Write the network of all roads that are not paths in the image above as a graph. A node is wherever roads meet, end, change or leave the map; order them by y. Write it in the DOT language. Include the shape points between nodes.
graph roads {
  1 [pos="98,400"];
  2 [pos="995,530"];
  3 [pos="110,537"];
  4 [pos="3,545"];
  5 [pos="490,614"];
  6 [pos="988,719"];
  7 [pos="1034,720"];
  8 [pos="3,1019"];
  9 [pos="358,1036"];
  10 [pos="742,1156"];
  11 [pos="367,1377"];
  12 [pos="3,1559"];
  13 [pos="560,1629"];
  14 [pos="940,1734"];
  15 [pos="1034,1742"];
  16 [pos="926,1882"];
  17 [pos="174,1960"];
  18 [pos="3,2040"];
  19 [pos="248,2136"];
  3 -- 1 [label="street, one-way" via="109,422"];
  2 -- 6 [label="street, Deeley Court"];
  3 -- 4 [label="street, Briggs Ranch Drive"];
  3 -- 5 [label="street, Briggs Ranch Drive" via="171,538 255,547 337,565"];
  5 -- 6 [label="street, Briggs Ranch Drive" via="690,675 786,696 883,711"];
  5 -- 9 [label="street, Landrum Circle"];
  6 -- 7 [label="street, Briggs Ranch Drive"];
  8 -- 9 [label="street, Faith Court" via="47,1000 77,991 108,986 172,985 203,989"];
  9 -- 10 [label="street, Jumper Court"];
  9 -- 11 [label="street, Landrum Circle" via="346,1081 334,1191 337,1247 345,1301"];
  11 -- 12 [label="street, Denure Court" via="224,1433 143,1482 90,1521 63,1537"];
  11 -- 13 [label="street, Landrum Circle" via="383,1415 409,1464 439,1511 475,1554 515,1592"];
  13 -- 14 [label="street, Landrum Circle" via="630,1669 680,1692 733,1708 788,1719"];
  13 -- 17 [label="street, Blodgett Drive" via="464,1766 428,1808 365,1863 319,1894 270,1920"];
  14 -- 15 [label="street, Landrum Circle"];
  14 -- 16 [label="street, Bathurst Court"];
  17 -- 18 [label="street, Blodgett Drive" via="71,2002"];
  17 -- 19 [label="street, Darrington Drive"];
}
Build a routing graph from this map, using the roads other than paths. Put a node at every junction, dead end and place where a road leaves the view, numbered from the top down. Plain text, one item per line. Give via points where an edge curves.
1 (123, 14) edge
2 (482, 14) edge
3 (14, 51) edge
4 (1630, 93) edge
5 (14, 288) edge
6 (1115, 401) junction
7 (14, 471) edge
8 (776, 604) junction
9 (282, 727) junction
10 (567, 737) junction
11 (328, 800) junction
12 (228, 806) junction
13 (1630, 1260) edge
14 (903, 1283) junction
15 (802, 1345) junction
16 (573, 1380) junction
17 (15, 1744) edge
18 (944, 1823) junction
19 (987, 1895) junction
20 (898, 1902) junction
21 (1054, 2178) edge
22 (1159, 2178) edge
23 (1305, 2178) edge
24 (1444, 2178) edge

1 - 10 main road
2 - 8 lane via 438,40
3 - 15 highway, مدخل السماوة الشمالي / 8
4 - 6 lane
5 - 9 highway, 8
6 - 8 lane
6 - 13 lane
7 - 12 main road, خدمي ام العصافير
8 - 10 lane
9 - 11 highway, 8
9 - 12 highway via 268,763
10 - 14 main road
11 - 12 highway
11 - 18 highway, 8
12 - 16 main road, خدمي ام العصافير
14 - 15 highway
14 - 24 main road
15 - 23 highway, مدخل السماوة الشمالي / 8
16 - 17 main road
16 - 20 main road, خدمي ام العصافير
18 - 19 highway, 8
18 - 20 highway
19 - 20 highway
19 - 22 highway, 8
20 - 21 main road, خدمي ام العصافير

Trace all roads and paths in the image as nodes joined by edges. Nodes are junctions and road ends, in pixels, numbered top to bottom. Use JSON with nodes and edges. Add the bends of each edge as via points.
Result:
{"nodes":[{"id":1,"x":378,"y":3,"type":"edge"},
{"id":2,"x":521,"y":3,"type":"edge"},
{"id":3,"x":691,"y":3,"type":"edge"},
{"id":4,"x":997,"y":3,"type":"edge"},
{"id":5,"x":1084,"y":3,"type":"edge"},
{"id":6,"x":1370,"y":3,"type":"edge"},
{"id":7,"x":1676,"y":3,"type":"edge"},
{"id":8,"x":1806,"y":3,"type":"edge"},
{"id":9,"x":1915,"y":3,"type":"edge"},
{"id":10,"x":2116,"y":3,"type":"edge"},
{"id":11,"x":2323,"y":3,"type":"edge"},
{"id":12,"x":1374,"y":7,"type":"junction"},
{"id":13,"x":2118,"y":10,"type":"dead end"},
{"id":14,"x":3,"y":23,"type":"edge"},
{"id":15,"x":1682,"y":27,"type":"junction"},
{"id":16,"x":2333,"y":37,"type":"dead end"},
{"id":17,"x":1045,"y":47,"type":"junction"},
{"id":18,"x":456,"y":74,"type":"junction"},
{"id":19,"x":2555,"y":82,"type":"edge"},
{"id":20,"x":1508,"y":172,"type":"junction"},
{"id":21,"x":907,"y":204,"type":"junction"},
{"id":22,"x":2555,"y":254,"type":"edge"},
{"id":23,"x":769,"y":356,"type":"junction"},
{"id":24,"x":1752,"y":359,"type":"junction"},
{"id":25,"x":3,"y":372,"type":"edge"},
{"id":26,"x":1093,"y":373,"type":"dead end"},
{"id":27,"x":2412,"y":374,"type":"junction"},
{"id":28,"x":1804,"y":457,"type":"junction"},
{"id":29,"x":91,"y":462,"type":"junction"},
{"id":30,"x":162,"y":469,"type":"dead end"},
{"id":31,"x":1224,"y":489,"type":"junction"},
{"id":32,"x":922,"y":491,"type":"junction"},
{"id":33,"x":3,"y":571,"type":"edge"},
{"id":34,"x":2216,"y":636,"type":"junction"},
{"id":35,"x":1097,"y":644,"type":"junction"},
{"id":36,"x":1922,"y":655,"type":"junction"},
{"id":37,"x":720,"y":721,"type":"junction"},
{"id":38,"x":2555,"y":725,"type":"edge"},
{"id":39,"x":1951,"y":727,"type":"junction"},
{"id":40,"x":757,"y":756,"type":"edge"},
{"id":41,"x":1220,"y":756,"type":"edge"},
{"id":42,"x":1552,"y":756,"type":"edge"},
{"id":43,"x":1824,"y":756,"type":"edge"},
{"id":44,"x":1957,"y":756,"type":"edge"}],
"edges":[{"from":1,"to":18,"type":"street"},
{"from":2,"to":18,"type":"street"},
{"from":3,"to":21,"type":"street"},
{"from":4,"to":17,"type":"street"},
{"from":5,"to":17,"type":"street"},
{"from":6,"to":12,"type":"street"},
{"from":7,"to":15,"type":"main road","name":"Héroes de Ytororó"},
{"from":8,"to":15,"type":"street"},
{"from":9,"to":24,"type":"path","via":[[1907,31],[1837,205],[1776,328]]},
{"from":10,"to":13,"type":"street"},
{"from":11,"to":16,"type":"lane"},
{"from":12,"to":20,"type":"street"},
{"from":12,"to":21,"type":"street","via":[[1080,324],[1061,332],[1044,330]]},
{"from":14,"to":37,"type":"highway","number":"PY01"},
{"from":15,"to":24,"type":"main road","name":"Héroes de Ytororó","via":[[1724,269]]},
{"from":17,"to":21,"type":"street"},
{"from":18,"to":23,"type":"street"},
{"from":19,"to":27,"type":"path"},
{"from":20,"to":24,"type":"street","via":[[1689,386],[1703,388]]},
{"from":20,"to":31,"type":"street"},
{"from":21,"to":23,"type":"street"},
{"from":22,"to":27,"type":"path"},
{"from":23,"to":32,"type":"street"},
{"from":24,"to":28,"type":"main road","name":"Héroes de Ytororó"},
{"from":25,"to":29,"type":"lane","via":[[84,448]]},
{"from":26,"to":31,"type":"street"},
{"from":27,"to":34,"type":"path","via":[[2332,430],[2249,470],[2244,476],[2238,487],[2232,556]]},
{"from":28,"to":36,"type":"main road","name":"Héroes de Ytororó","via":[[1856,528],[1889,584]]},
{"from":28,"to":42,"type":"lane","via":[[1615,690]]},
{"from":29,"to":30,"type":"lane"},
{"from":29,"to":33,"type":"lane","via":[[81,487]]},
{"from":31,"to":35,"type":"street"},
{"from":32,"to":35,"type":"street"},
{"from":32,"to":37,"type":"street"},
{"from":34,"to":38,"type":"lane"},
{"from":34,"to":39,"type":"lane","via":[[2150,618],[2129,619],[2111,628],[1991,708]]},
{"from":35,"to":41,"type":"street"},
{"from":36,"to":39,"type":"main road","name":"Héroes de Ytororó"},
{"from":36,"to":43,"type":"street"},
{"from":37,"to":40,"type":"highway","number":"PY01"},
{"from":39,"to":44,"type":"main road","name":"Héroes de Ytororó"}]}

--------------------

_What needs to be done_
Tell how many lines of the records above hold "edges", giving the number and nothing else.

_Exercise answer_
2